MINNESOTA 4, WASHINGTON 3 IN MINNESOTA
Date: Wednesday, August 4.
Batting stars: Jimmie Hall was 2-for-5 with a run and an RBI. Bob Allison was 1-for-4 with a home run, his seventeenth). Jerry Kindall was 1-for-1 with a pinch-hit home run, his fifth.
Pitching stars: Dick Stigman struck out five in the shutout innings, giving up only a walk. Garry Roggenburk pitched a scoreless inning, giving up two hits with one strikeout.
Opposition stars: Jim King was 2-for-3 with a triple, a double, and a walk, scoring once and driving in one. Mike Brumley was 2-for-4 with a run. Don Lock was 1-for-3 with a walk.
The game: It was scoreless until the fourth, when King tripled and scored on a sacrifice fly to put the Senators up 1-0. Don Mincher hit an RBI double in the bottom of the fourth to tie it 1-1. The Senators got the lead again in the fifth, scoring one on a sacrifice fly and another on King's double to make it 3-1. Allison homered leading off the sixth to make it 3-2. The Twins still trailed going into the bottom of the ninth, when Kindall opened the inning with a pinch-hit home run off Howie Koplitz. Koplitz walked Zoilo Versalles and was replaced by Marshall Bridges. Tony Oliva greeted Bridges with a single and was followed by Hall's RBI single to win the game.
Of note: Oliva was 2-for-5. Earl Battey was 0-for-3. Starter Jim Perry pitched 4.2 innings, giving up three runs on six hits and one walk with two strikeouts.
Record: The win made the Twins 68-39. Baltimore swept a doubleheader from California, cutting the Twins' lead to five games.
Notes: Oliva was hitting .303. Hall was at .305. Battey fell to .294...Jerry Kindall hit only forty-four career home runs, with a high of thirteen in 1962. He would hit only six in 1965, his last season...Washington's starter was Leslie Ferdinand "Buster" Narum. He was a rotation starter (mostly) for the Senators for two seasons, 1964-65. In those two seasons, he went 13-27, 4.37, 1.44 WHIP. He hit a home run in his first major league at-bat, one of three he hit in his career (one each in 1963, 1964, and 1965). I could not find out why he was called "Buster". Maybe it's not a very interesting story, or maybe he wasn't good enough for anyone to care. Which is kind of a sad thought, really.

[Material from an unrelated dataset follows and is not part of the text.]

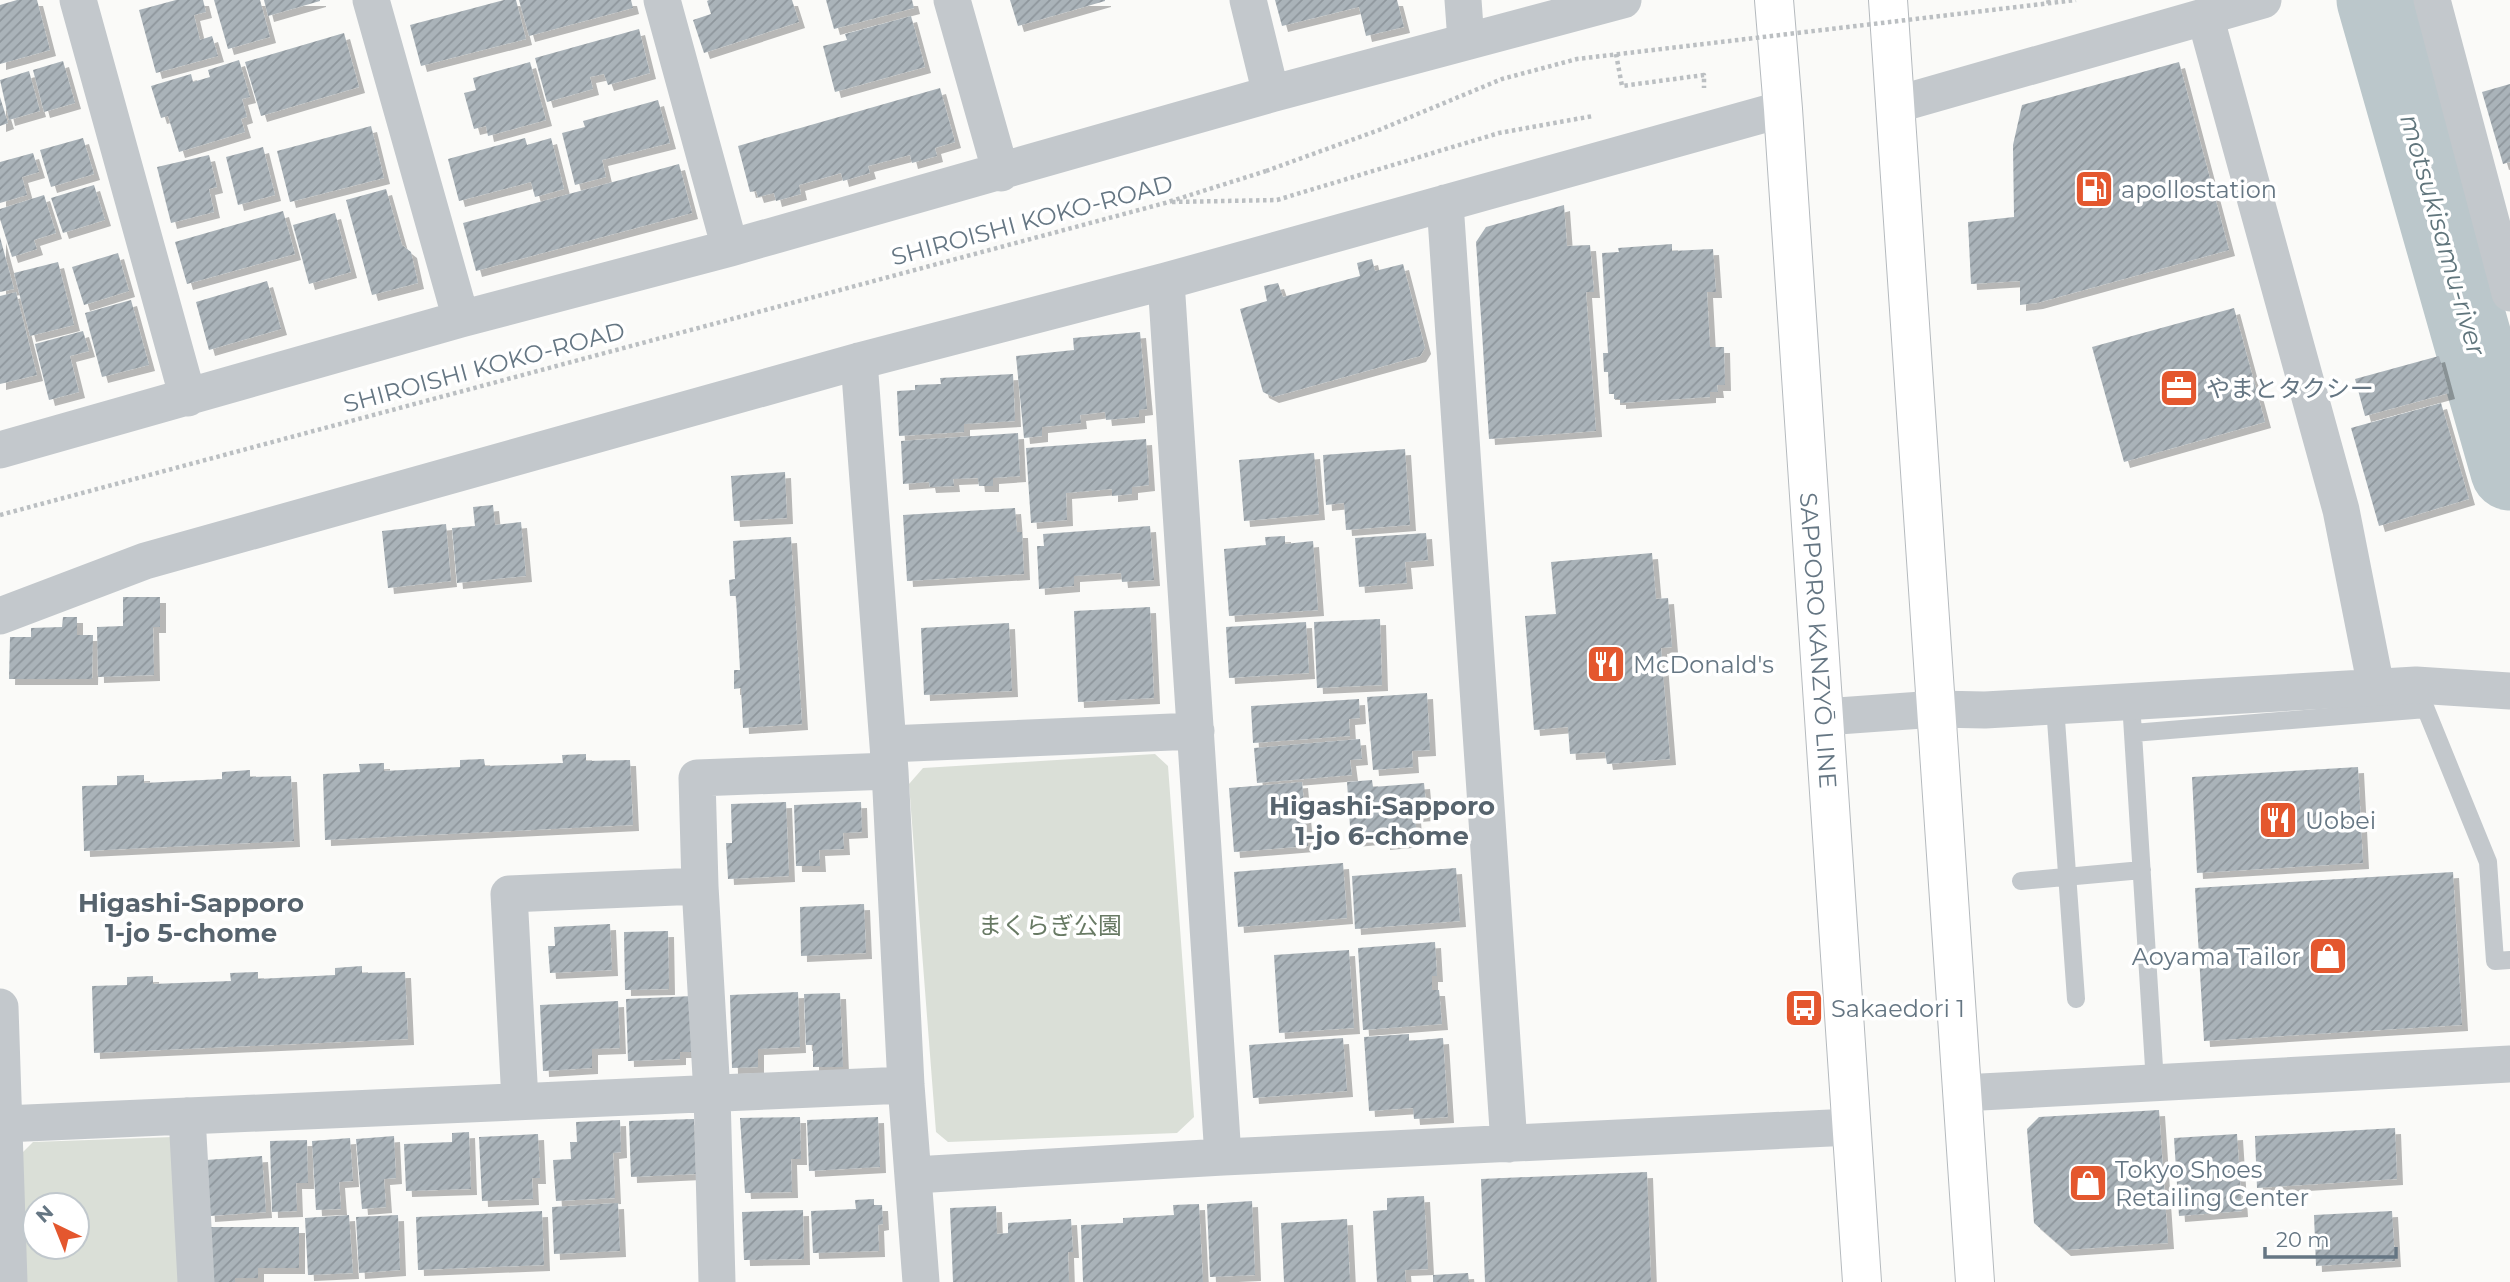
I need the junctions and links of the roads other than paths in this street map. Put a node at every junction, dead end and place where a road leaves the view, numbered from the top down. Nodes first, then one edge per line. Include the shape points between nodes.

That is a sad thought ... except this guy was good enough to make it to the big show, so I don't feel too bad for him.
Was at the LCS* yesterday looking through a box of APBA game cards that he had, from 1971 and 1974. We only found a couple that did not have "nickname" on them, and some of the nicknames they chose to list were kind of laughable. They clearly were trying too hard.